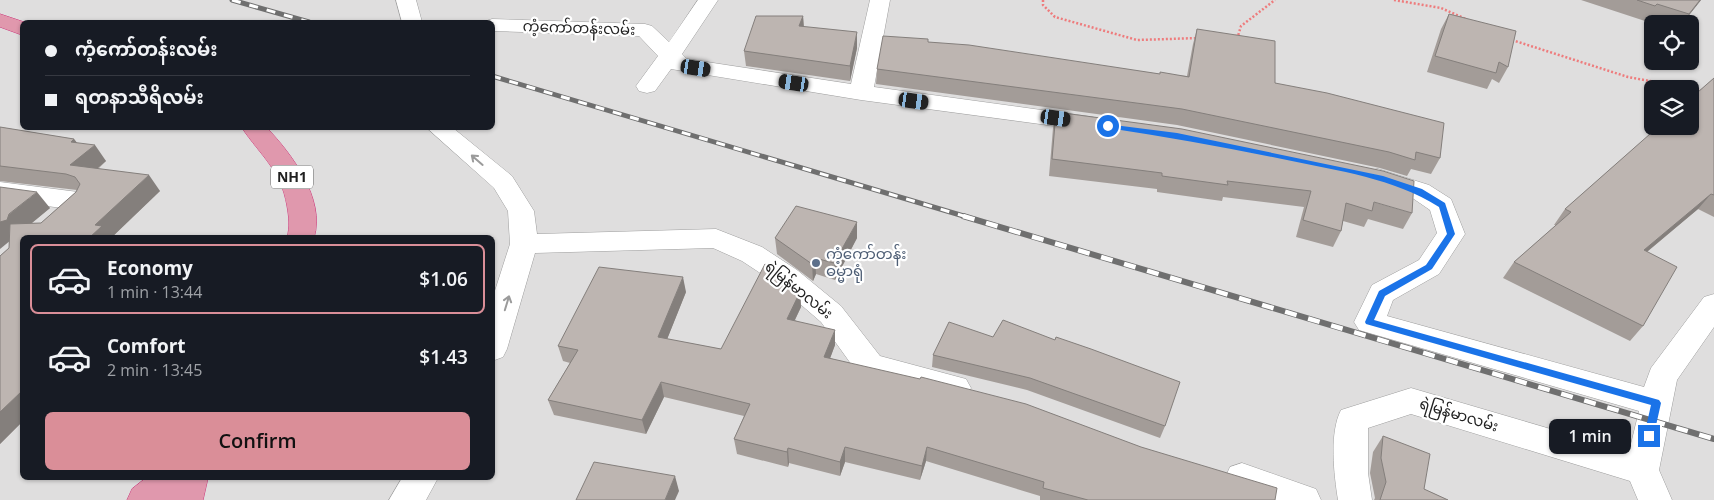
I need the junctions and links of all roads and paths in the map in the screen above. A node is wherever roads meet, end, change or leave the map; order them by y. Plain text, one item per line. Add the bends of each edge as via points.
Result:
1 (406, 0) edge
2 (708, 0) edge
3 (880, 0) edge
4 (1043, 0) edge
5 (1275, 0) edge
6 (1394, 0) edge
7 (0, 20) edge
8 (411, 20) edge
9 (1474, 23) edge
10 (495, 26) edge
11 (20, 28) edge
12 (1229, 37) edge
13 (1202, 38) edge
14 (1507, 38) edge
15 (669, 54) junction
16 (647, 86) dead end
17 (1706, 92) edge
18 (861, 93) junction
19 (1112, 126) edge
20 (256, 130) edge
21 (443, 130) edge
22 (1354, 172) edge
23 (0, 191) edge
24 (56, 219) edge
25 (301, 235) edge
26 (524, 244) junction
27 (1714, 305) edge
28 (495, 339) edge
29 (981, 394) edge
30 (1656, 403) junction
31 (1642, 470) junction
32 (1219, 471) edge
33 (169, 480) edge
34 (190, 480) edge
35 (420, 480) edge
36 (144, 500) edge
37 (186, 500) edge
38 (406, 500) edge
39 (1304, 500) edge
40 (1355, 500) edge
41 (1655, 500) edge

1 - 8 street
2 - 15 street via 704,10
3 - 18 street
4 - 13 path via 1043,5 1055,17 1137,40
5 - 12 path via 1241,26 1238,36
6 - 9 path via 1441,8
7 - 11 highway
10 - 15 street, ကံ့ကော်တန်းလမ်း via 645,30
14 - 17 path via 1523,46 1628,77
15 - 16 street
15 - 18 street, ကံ့ကော်တန်းလမ်း via 680,65
18 - 19 street, ကံ့ကော်တန်းလမ်း
20 - 25 highway, NH1 via 281,157 298,190 304,228
26 -> 21 street via 521,211 503,182
22 - 30 street via 1420,191 1442,205 1451,234 1429,267 1382,294 1369,322
23 - 24 street via 78,201
28 -> 26 street
26 - 29 street, ရဲမြန်မာလမ်း via 716,238 752,254 794,283 831,314 870,366
27 - 30 street via 1662,377
30 - 31 street
31 - 40 street, ရဲမြန်မာလမ်း via 1411,401 1352,420 1351,473
31 - 41 street
32 - 39 street
33 - 36 highway
34 - 37 highway
35 - 38 street

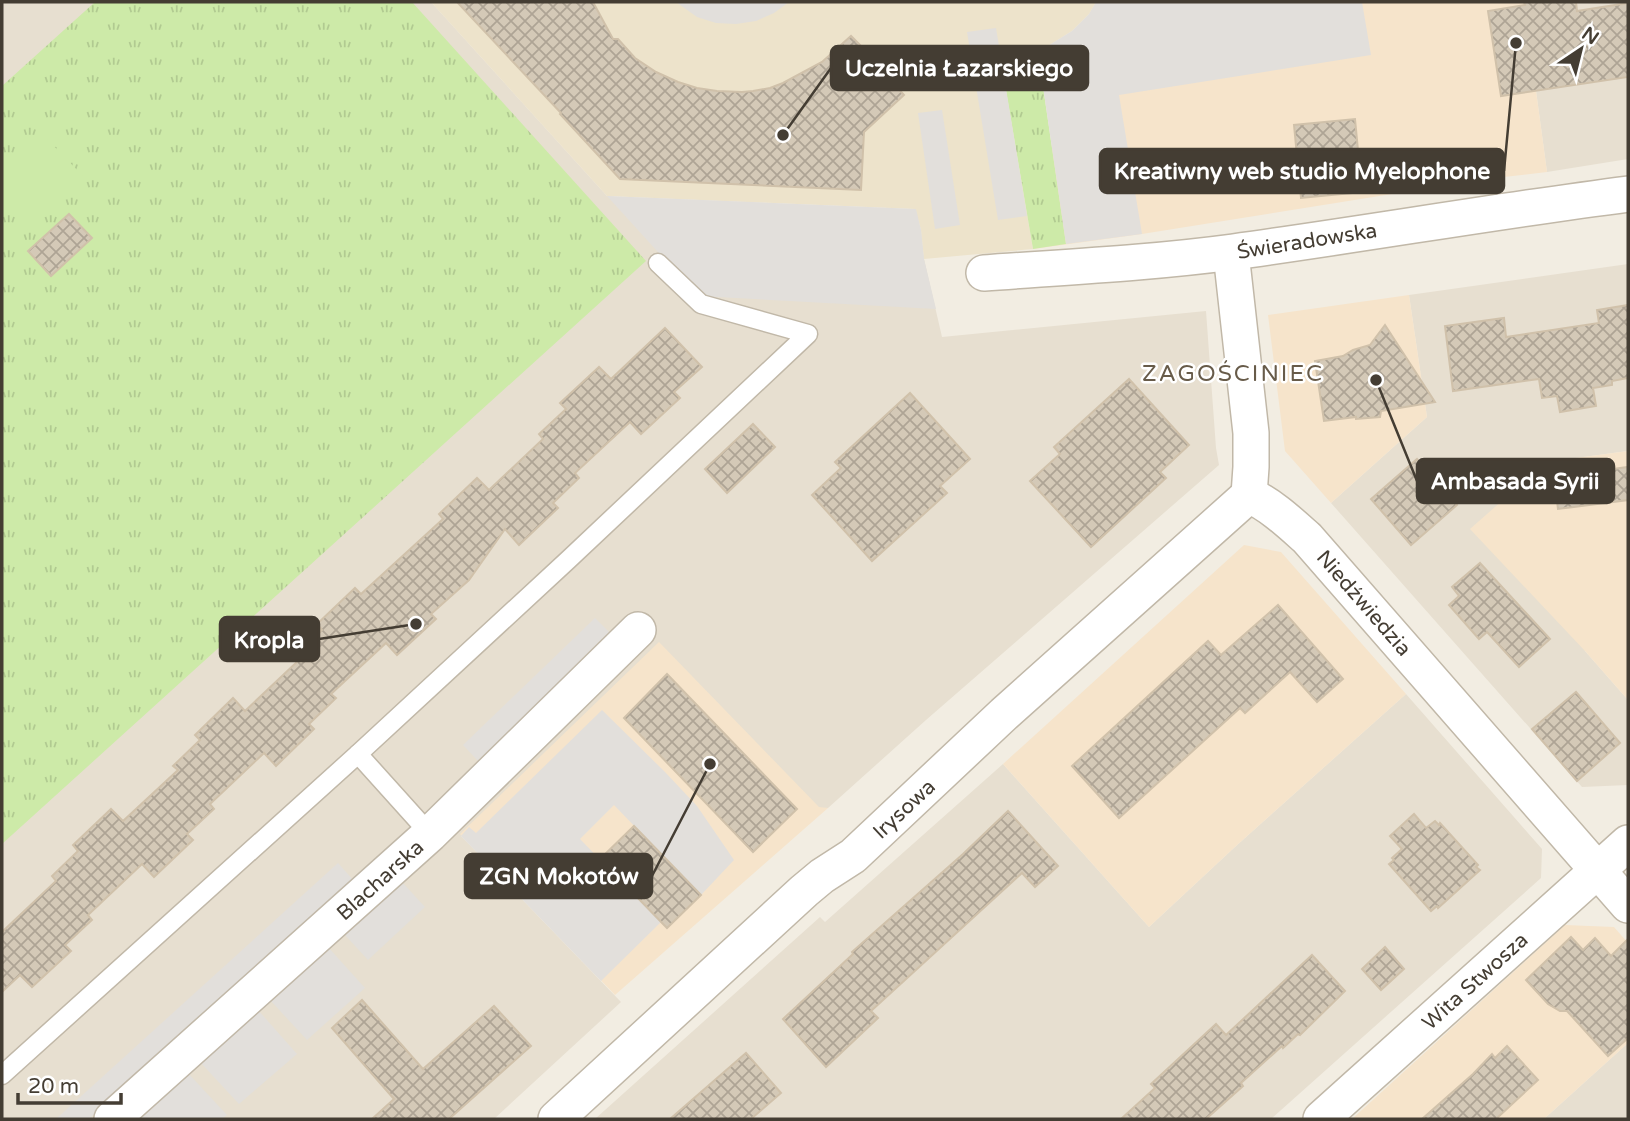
------
WHAT THE EXERCISE ASKS
Select every line in the records above that contains the word "highway".

SOLUTION FOR THIS EXERCISE
7 - 11 highway
20 - 25 highway, NH1 via 281,157 298,190 304,228
33 - 36 highway
34 - 37 highway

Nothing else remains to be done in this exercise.